Stanford junior Lauren Sweet decided to study pre-med after her 2006 camp experience.

“That was the first time that I learned hair looked different under a microscope and that was really cool,” Lauren said.

Marie started the first Tech Trek Camp at Stanford University in 1998.

Today there are also camps on seven other California college campuses, and in seven other states.

“I want them to come away with self confidence that they can do anything they set their mind to, Marie said. “And with a love of science even if they don’t all become scientists.”

Stanford graduate Ellen Le, who works at a startup, says Tech Trek empowered her to major in chemical engineering.

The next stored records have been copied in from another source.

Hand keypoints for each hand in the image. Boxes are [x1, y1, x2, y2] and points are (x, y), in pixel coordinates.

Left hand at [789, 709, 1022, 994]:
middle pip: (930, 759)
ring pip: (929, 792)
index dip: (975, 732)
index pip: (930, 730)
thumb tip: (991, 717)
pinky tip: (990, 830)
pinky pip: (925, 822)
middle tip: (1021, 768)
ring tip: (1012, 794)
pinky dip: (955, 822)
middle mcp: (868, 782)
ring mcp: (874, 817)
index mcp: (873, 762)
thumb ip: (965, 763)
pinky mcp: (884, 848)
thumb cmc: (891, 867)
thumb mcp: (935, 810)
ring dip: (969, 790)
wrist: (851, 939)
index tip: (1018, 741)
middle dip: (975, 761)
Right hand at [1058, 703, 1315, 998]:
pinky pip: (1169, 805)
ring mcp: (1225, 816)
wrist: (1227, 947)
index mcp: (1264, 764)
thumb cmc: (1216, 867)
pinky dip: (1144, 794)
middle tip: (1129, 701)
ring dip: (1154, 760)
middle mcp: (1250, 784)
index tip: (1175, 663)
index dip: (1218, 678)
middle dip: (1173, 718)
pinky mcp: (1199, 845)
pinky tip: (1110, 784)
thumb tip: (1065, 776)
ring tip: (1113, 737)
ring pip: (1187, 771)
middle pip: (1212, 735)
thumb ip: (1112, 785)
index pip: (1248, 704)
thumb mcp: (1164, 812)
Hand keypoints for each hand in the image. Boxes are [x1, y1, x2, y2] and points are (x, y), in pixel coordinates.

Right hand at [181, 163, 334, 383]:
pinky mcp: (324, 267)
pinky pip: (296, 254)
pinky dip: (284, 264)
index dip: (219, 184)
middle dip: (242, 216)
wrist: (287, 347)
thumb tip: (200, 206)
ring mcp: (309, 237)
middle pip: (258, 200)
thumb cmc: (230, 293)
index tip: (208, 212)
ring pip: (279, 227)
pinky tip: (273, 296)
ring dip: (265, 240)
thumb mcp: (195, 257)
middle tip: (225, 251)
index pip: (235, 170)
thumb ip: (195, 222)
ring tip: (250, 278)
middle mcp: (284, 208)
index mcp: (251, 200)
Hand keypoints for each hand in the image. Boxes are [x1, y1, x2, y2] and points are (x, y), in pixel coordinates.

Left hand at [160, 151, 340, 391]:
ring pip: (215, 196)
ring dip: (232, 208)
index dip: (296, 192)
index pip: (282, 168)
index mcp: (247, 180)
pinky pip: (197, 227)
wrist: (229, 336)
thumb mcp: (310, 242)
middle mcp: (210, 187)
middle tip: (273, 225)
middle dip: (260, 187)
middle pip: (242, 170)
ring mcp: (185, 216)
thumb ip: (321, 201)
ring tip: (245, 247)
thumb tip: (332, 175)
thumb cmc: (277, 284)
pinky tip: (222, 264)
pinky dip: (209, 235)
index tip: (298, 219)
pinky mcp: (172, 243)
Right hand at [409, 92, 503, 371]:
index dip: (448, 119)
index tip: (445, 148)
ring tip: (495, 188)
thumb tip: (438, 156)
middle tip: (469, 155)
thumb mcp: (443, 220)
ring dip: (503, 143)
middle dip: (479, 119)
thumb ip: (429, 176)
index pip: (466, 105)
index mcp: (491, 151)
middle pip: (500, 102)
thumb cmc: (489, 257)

“It was so incredible to see role models and feel so much warmth from people believing in me and not making me feel weird for liking this so much,” said Ellen.

Tech Trek teacher Nancy Fohner credits Marie’s leadership for the camp’s success.

“She knew what to do,” said Nancy. “She know how to get organized, she know how to phone, what had to be done, what to order.”

Marie says surveys show Tech Trek graduates are breaking barriers in the STEM fields of science, technology, engineering and math.

“96-point something were in college and 54 percent were STEM majors,” Marie said.

So for opening girls’ eyes to science and math careers, this week’s Jefferson Award in the Bay Area goes to Marie Wolbach.